++++ Extracted material

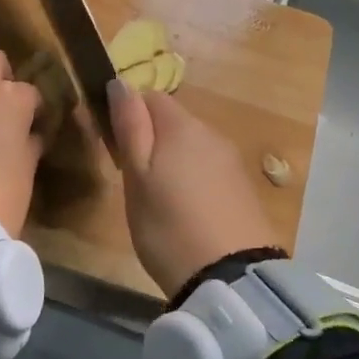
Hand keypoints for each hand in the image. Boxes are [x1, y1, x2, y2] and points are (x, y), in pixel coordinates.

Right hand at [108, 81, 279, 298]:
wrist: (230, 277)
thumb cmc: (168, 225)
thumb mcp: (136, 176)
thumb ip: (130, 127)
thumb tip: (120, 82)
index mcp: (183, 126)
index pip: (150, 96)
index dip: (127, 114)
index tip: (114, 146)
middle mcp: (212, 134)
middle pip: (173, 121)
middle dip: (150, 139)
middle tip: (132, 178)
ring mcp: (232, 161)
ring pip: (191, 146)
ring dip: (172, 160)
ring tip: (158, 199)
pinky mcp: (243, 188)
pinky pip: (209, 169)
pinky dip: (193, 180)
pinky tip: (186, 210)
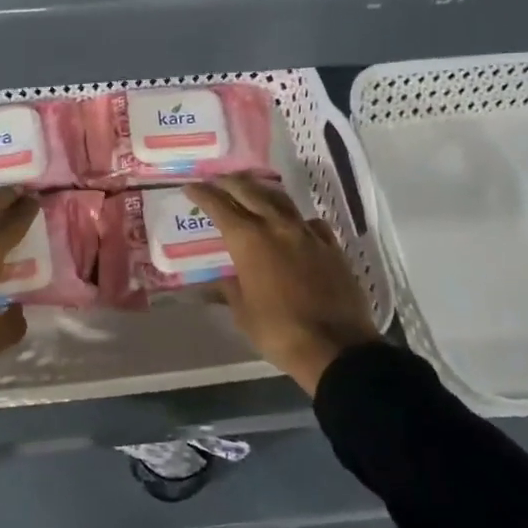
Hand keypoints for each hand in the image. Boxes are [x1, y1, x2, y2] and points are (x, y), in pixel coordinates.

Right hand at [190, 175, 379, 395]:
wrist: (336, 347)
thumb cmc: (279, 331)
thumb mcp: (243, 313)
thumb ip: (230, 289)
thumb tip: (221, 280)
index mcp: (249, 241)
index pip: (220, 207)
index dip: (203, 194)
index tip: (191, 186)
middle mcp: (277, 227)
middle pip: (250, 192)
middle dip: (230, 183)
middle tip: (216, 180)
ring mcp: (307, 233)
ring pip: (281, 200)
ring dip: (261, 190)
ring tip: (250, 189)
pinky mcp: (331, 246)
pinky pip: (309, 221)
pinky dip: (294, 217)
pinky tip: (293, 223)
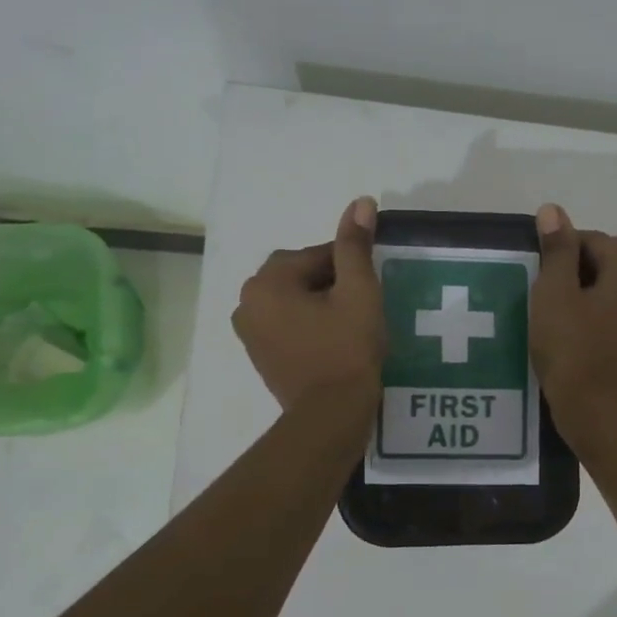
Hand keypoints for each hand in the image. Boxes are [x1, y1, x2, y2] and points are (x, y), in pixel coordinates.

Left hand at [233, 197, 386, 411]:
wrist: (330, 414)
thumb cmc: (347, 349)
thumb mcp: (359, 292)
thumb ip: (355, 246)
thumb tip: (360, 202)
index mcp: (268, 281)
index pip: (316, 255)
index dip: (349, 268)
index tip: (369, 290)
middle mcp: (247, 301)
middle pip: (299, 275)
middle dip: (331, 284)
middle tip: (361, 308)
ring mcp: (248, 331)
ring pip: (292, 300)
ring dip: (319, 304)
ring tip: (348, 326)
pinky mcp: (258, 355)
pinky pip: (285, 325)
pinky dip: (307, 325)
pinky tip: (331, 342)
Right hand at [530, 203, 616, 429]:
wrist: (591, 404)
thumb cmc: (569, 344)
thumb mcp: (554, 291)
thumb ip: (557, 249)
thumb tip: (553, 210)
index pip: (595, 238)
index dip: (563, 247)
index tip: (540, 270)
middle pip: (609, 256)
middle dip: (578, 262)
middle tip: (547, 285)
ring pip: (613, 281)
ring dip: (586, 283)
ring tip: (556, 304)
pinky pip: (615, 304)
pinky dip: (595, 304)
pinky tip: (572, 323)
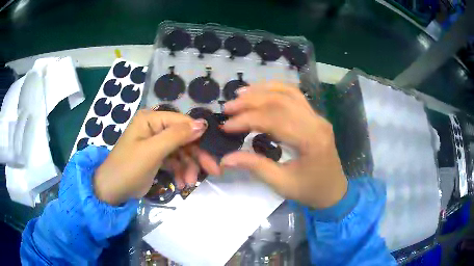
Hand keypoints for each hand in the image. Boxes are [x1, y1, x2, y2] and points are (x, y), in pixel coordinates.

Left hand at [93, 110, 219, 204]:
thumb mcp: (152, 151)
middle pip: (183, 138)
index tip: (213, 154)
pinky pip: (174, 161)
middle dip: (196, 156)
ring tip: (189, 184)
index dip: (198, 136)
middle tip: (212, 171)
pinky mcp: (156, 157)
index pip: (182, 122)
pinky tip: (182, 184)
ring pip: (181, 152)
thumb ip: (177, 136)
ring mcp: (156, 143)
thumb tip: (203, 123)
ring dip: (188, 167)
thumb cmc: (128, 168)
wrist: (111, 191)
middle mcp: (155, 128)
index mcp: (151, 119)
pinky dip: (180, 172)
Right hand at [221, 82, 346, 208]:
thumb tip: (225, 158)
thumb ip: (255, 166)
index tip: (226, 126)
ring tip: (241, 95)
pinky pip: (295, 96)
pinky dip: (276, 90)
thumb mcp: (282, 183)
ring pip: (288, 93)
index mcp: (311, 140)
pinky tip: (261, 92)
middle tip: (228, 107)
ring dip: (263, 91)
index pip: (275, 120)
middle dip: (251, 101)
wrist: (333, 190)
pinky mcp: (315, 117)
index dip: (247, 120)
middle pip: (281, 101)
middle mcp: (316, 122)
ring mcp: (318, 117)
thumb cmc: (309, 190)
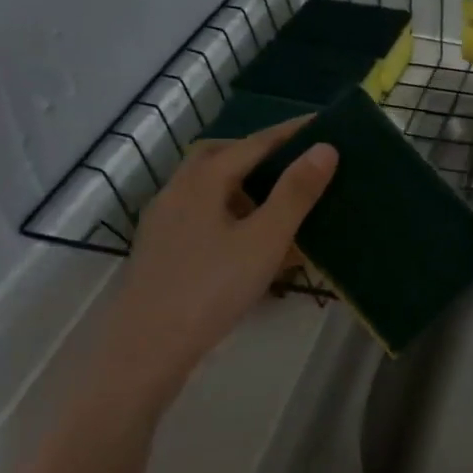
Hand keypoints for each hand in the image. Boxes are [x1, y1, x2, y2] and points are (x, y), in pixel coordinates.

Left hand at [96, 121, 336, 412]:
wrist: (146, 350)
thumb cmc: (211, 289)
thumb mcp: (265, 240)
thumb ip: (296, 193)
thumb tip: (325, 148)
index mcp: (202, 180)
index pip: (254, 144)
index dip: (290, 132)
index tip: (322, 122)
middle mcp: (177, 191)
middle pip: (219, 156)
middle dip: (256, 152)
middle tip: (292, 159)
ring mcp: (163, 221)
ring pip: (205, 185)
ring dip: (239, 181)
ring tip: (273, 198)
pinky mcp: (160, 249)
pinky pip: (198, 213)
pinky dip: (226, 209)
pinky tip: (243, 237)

++++++++
++++ Extracted material

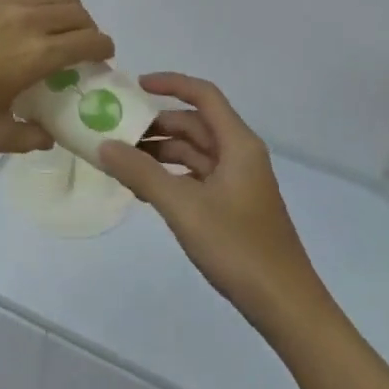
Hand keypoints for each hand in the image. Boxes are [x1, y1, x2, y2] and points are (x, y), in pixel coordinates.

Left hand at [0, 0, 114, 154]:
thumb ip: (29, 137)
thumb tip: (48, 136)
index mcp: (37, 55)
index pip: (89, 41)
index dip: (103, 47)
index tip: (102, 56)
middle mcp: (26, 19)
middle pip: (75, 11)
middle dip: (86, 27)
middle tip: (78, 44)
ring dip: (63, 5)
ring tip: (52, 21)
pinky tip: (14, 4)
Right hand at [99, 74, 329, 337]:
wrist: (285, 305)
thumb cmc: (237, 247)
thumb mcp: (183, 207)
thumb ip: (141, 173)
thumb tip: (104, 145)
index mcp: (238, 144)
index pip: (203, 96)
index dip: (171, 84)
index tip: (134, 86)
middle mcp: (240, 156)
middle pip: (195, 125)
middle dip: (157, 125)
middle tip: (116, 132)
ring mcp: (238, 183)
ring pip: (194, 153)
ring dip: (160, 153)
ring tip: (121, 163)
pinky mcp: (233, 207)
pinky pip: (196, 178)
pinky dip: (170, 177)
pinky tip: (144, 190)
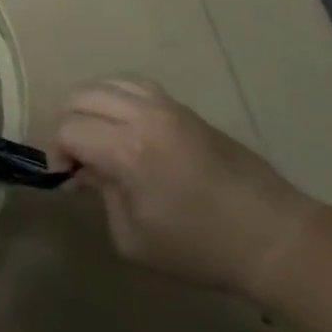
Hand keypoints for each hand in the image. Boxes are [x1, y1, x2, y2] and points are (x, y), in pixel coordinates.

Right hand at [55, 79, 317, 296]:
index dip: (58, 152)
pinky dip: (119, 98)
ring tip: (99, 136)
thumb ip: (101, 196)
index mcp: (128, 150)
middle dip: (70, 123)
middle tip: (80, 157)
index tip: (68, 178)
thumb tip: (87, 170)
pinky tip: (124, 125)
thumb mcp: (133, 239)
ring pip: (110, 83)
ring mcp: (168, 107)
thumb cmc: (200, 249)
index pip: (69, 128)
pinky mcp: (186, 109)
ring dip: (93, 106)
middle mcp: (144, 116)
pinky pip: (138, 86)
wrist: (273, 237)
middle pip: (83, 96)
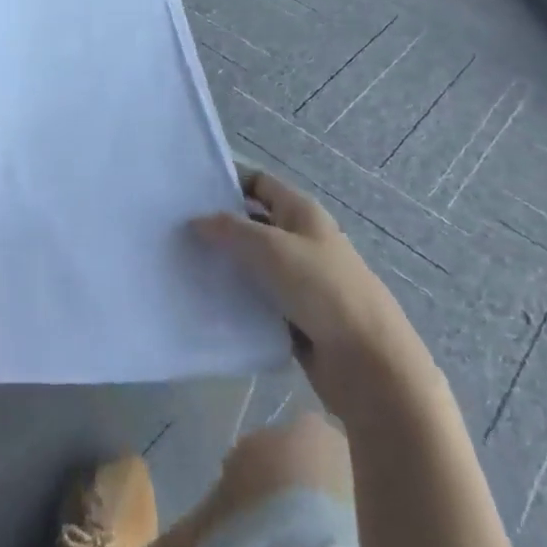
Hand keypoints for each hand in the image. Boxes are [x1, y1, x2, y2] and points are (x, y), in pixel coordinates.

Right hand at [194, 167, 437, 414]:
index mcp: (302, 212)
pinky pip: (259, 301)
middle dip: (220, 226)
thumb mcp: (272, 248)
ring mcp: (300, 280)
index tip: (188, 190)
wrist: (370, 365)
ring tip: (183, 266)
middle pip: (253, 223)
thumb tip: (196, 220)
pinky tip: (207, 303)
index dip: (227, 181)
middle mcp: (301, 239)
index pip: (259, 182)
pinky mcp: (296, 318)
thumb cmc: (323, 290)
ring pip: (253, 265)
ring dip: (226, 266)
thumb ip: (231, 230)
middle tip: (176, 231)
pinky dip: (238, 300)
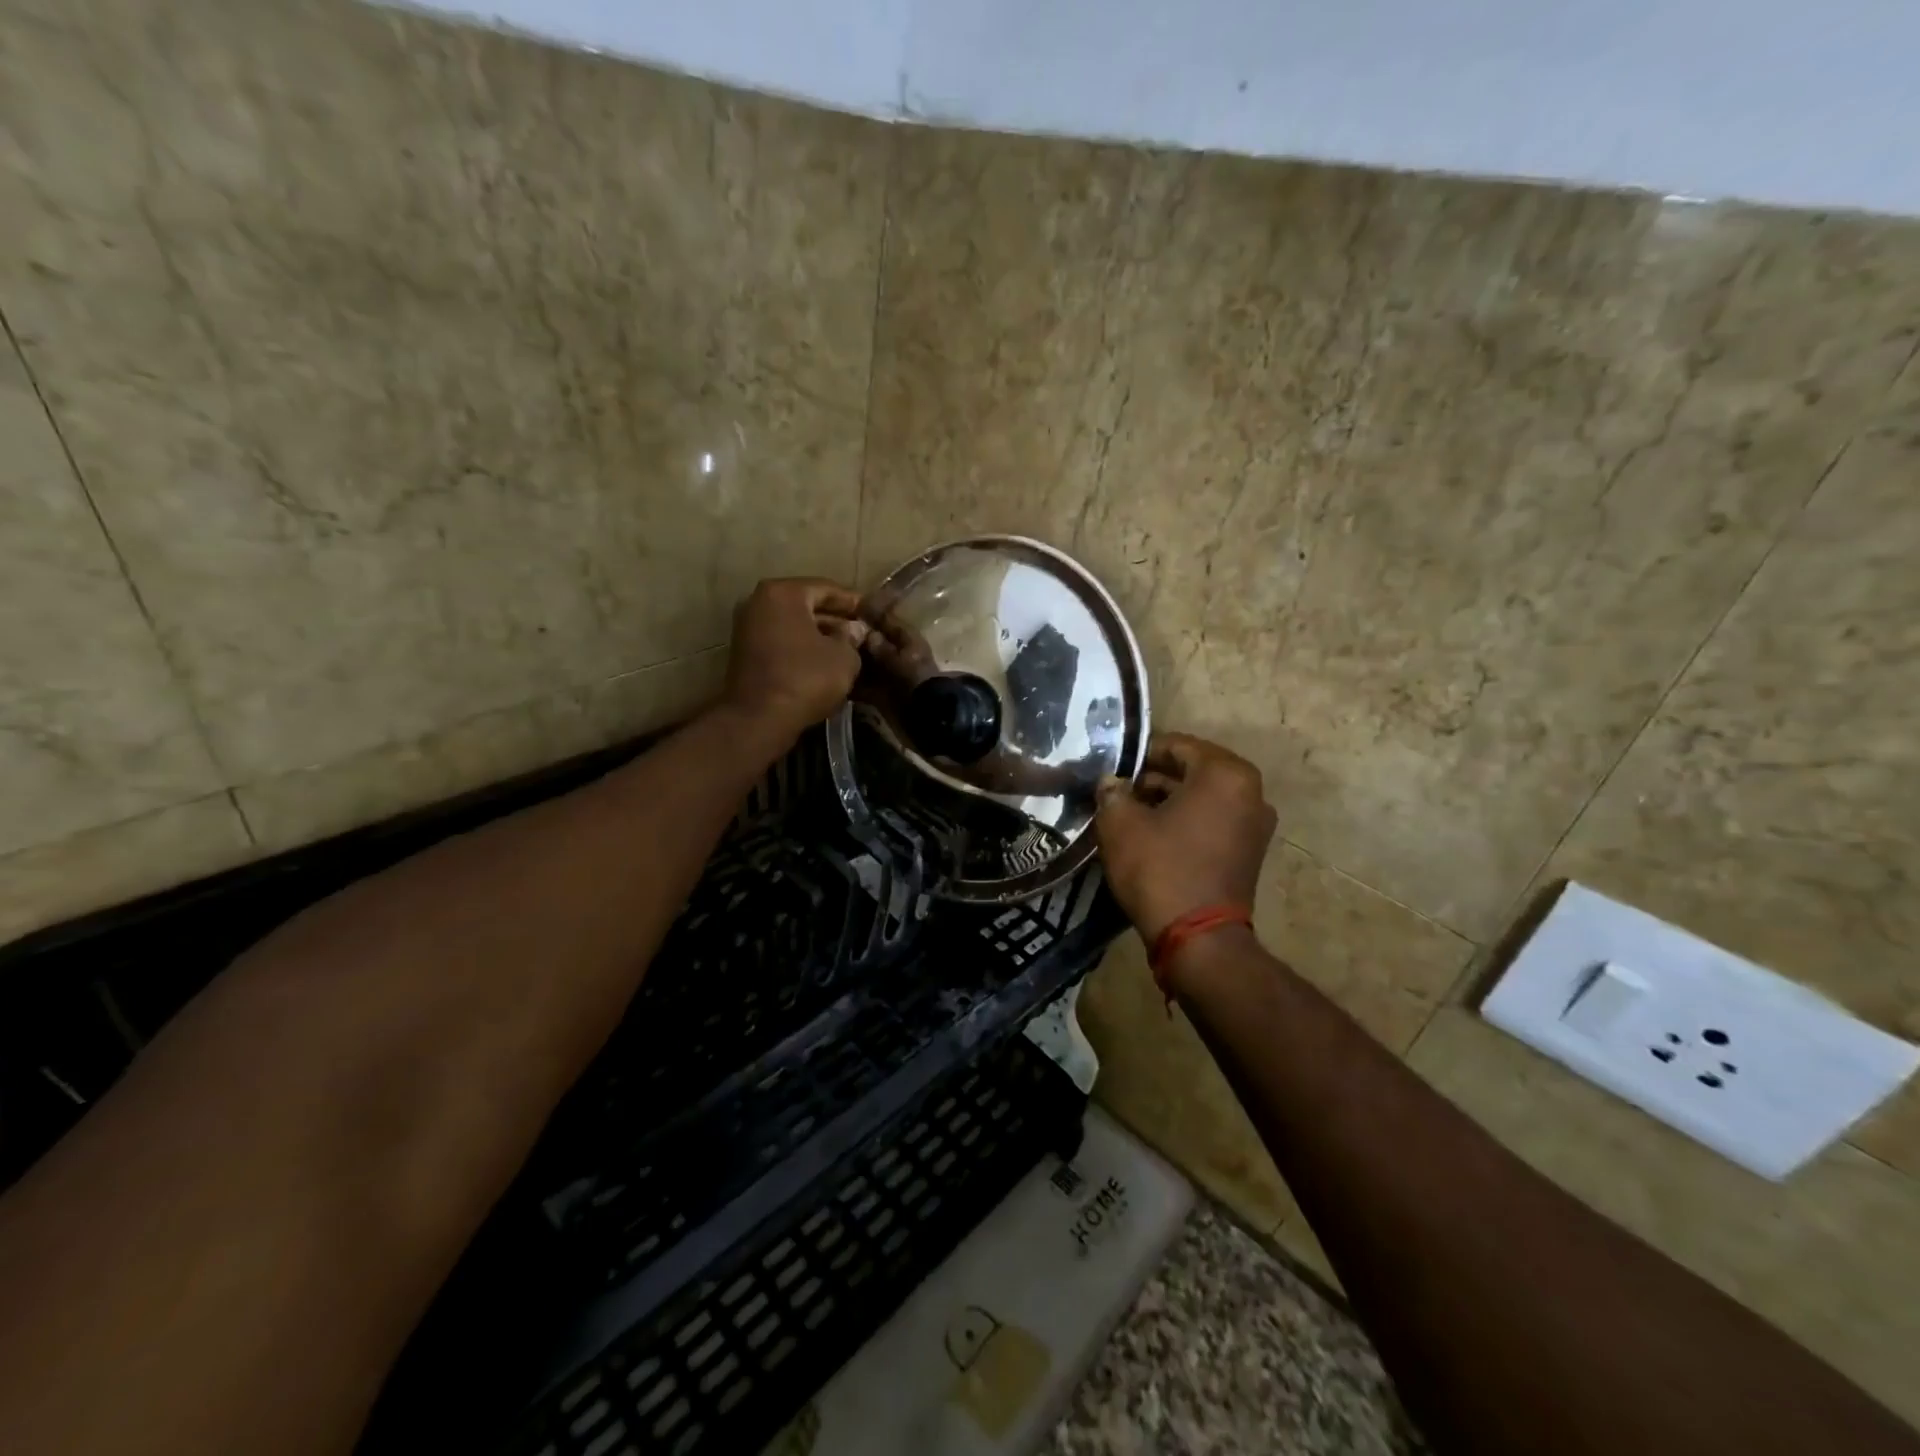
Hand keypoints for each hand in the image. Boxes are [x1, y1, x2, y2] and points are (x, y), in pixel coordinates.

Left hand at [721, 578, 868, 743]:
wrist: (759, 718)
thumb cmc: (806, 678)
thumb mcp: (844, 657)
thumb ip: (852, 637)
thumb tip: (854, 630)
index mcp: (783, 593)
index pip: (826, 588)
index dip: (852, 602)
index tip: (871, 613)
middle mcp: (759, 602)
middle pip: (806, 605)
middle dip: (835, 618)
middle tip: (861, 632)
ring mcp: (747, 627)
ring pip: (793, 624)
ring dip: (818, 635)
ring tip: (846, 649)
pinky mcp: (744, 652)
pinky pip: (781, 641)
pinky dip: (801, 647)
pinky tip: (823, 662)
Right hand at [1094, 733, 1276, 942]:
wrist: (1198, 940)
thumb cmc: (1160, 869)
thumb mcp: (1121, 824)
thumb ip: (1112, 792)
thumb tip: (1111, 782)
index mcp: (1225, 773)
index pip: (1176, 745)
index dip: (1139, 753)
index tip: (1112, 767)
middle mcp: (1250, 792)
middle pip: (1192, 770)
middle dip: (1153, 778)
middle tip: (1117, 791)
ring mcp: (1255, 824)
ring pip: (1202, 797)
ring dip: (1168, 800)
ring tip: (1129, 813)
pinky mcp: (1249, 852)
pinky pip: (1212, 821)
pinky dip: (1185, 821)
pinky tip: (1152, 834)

++++++++
++++ Extracted material

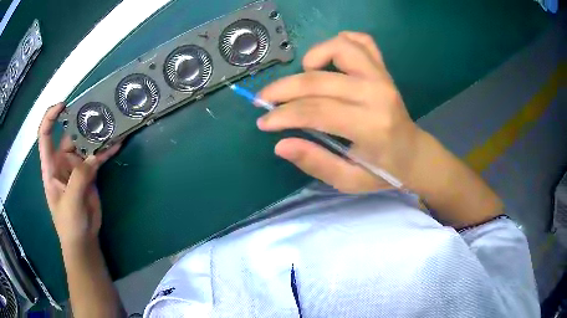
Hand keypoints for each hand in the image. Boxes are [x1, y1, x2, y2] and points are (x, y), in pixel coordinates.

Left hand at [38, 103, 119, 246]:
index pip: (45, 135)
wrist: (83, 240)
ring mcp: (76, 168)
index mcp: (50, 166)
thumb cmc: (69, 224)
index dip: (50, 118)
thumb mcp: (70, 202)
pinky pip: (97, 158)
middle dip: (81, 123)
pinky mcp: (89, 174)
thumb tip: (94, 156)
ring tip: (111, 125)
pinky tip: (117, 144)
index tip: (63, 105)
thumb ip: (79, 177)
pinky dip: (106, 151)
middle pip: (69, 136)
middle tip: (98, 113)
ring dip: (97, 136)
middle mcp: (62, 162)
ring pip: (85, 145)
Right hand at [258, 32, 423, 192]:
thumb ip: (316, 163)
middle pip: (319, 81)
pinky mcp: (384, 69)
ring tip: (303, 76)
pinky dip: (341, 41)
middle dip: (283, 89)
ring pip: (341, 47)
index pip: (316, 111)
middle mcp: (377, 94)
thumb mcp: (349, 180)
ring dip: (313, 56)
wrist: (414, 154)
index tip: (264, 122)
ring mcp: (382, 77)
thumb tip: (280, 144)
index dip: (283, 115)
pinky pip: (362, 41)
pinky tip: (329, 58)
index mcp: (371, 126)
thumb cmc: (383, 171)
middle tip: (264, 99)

++++++++

In the entries above, find the line with "middle dip: (578, 262)" and the line with "middle dip: (251, 101)". Write out exactly those two lines and every line between them, pictures excluded.

middle dip: (578, 262)
middle tip: (547, 285)
ring pip: (613, 281)
ring dip: (586, 283)
ring tip: (556, 304)
pinky pip: (615, 304)
pinky dip: (595, 304)
pinky tip: (572, 323)
Hand keypoints for each hand in the image. Boxes are [x1, y1, x2, y2] and points are (x, y), in pixel coordinates.

Left hand at [93, 110, 219, 204]:
thumb mcp: (152, 151)
middle pip: (183, 138)
index tip: (213, 154)
pinky pip: (174, 161)
middle dip: (196, 156)
ring tip: (189, 184)
index dip: (198, 136)
middle tip: (212, 171)
pinky mcp: (156, 157)
index pip: (182, 122)
pinky tip: (182, 184)
ring pip: (181, 152)
thumb ip: (177, 136)
ring mcp: (156, 143)
thumb tip: (203, 123)
ring dip: (188, 167)
thumb cmc: (128, 168)
wrist: (111, 191)
middle mcp: (155, 128)
index mcp: (151, 119)
pinky dip: (180, 172)
Right hand at [221, 82, 346, 208]:
thumb tip: (225, 158)
thumb ip: (255, 166)
index tip: (226, 126)
ring tip: (241, 95)
pinky pip: (295, 96)
pinky dip: (276, 90)
thumb mcp: (282, 183)
ring pip: (288, 93)
index mcp: (311, 140)
pinky tip: (261, 92)
middle tip: (228, 107)
ring dip: (263, 91)
index pip: (275, 120)
middle dip: (251, 101)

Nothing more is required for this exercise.